[[ EXERCISE MATERIALS, beginning ]]

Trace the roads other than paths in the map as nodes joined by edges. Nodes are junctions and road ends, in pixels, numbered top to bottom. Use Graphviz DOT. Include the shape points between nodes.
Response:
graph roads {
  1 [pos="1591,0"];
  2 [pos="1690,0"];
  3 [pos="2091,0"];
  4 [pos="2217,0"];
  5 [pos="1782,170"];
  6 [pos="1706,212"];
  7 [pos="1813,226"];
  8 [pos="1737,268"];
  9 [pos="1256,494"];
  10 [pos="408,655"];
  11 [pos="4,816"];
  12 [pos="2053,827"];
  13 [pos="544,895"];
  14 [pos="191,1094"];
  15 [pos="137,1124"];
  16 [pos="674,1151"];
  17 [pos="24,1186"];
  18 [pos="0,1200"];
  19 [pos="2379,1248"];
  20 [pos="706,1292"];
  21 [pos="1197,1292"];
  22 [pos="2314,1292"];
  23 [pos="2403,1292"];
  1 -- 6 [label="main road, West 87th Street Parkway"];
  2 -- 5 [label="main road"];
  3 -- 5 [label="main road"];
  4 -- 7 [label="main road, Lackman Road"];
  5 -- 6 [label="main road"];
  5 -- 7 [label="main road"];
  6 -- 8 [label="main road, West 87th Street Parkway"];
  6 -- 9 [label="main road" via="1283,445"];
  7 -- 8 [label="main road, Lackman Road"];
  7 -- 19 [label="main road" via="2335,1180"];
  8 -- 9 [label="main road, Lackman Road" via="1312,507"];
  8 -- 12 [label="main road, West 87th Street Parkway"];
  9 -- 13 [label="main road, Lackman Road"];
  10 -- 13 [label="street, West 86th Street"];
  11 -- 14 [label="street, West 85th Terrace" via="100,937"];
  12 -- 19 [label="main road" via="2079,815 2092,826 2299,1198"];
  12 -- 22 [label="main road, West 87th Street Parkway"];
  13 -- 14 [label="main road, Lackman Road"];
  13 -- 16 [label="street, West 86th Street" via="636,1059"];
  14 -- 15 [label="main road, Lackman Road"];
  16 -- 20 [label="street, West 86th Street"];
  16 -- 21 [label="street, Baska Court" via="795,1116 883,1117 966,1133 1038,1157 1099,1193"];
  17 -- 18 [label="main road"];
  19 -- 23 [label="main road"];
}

[[ EXERCISE MATERIALS, end ]]

### REQUIRED WORK
Every entry should be printed again exactly as it stands.

### SOLUTION TO THIS TASK
Trace the roads other than paths in the map as nodes joined by edges. Nodes are junctions and road ends, in pixels, numbered top to bottom. Use Graphviz DOT. Include the shape points between nodes.
Response:
graph roads {
  1 [pos="1591,0"];
  2 [pos="1690,0"];
  3 [pos="2091,0"];
  4 [pos="2217,0"];
  5 [pos="1782,170"];
  6 [pos="1706,212"];
  7 [pos="1813,226"];
  8 [pos="1737,268"];
  9 [pos="1256,494"];
  10 [pos="408,655"];
  11 [pos="4,816"];
  12 [pos="2053,827"];
  13 [pos="544,895"];
  14 [pos="191,1094"];
  15 [pos="137,1124"];
  16 [pos="674,1151"];
  17 [pos="24,1186"];
  18 [pos="0,1200"];
  19 [pos="2379,1248"];
  20 [pos="706,1292"];
  21 [pos="1197,1292"];
  22 [pos="2314,1292"];
  23 [pos="2403,1292"];
  1 -- 6 [label="main road, West 87th Street Parkway"];
  2 -- 5 [label="main road"];
  3 -- 5 [label="main road"];
  4 -- 7 [label="main road, Lackman Road"];
  5 -- 6 [label="main road"];
  5 -- 7 [label="main road"];
  6 -- 8 [label="main road, West 87th Street Parkway"];
  6 -- 9 [label="main road" via="1283,445"];
  7 -- 8 [label="main road, Lackman Road"];
  7 -- 19 [label="main road" via="2335,1180"];
  8 -- 9 [label="main road, Lackman Road" via="1312,507"];
  8 -- 12 [label="main road, West 87th Street Parkway"];
  9 -- 13 [label="main road, Lackman Road"];
  10 -- 13 [label="street, West 86th Street"];
  11 -- 14 [label="street, West 85th Terrace" via="100,937"];
  12 -- 19 [label="main road" via="2079,815 2092,826 2299,1198"];
  12 -- 22 [label="main road, West 87th Street Parkway"];
  13 -- 14 [label="main road, Lackman Road"];
  13 -- 16 [label="street, West 86th Street" via="636,1059"];
  14 -- 15 [label="main road, Lackman Road"];
  16 -- 20 [label="street, West 86th Street"];
  16 -- 21 [label="street, Baska Court" via="795,1116 883,1117 966,1133 1038,1157 1099,1193"];
  17 -- 18 [label="main road"];
  19 -- 23 [label="main road"];
}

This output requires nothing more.